From the album WIRED
This is not a song about watching someone overdose. It is about watching someone destroy themselves through choices that feel inevitable because their brain is built for it. The title gives it away: some people are hardwired for self-destruction, and all you can do is watch.
There's a reason / For the choices you have made / There's a season / Filled with razor blades
The word 'season' suggests this is cyclical, something that comes back around. These razor blade moments are not random accidents but part of a pattern the person returns to.
If I told you / Once or a thousand times / Would you listen? / Would you change your mind?
The narrator already knows the answer. The question is not hopeful. It is resigned.
I watched you / Die for a little while
The phrasing is specific. Not 'almost die' or 'slowly die' but 'die for a little while,' like the person keeps touching death and coming back.

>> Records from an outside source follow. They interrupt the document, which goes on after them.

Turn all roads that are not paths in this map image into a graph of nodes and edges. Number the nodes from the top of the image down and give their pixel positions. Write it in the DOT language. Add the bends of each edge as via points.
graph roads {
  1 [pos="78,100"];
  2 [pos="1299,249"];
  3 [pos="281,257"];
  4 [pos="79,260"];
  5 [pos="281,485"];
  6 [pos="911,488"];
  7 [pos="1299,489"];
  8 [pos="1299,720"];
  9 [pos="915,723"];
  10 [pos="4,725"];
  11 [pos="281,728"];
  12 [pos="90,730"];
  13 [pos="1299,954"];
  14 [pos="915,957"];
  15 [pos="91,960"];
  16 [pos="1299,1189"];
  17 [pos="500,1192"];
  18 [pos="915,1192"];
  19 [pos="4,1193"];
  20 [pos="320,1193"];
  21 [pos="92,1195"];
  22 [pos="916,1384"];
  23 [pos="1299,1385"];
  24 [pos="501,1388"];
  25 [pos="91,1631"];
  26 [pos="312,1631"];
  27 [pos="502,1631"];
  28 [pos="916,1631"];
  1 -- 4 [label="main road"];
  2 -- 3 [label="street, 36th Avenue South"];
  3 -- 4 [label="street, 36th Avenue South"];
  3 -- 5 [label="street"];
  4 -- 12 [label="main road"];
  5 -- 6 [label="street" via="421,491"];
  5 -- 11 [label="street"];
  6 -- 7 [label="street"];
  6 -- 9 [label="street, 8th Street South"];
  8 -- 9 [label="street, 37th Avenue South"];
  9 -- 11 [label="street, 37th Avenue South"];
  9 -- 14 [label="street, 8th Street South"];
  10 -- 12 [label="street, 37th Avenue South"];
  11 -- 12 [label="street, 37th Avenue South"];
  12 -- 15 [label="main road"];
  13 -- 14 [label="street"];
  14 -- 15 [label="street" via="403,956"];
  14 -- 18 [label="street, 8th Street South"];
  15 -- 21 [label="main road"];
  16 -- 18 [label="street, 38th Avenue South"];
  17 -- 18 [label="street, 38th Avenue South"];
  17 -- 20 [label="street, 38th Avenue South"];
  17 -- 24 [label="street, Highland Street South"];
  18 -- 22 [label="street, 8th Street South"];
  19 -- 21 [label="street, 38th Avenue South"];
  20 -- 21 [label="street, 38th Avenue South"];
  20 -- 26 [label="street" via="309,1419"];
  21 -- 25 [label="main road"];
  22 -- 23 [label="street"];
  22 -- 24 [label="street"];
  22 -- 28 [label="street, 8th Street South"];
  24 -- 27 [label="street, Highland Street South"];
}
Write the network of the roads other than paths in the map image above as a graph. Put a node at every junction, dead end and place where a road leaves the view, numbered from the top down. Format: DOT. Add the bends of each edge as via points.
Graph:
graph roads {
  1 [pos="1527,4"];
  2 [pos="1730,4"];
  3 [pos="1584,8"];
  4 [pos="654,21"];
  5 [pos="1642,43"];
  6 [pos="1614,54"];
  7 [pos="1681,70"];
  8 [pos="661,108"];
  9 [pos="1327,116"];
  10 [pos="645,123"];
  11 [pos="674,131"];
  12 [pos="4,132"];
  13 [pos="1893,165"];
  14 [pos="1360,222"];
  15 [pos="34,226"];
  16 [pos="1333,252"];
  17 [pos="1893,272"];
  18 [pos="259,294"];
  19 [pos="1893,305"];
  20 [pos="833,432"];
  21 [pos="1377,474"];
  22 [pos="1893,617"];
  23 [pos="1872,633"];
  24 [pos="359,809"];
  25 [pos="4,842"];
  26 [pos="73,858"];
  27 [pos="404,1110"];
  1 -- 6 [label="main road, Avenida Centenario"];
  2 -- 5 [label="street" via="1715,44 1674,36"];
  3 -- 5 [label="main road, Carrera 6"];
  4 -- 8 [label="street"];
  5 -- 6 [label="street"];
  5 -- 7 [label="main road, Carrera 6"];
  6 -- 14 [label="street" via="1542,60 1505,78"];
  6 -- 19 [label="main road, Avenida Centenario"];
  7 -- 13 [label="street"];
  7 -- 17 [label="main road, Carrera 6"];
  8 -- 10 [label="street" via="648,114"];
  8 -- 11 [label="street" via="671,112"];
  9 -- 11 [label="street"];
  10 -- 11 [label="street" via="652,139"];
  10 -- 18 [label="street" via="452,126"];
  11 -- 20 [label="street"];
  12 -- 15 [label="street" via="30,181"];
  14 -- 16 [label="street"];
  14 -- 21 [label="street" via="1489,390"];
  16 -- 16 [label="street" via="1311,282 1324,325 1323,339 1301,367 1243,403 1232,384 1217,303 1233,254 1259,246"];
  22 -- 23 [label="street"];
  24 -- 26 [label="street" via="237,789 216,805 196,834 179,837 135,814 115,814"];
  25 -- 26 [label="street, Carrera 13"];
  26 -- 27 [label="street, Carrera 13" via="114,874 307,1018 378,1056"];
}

The repetition mimics helplessness, saying the same thing over and over because nothing else will come out.
And you let him fly / Just high enough to
The line cuts off mid-thought, implying the rest without saying it. Letting someone fly just high enough means letting them get close to escape but not actually free. It is control disguised as permission.
Wired for anger / Wired for deceit
This is the diagnosis. The person is not choosing destruction. They are built for it. Anger and deceit are not personality flaws here but factory settings.
The song does not end on resolution. It ends mid-word, the way these situations do. No closure, no breakthrough. Just the same loop starting over.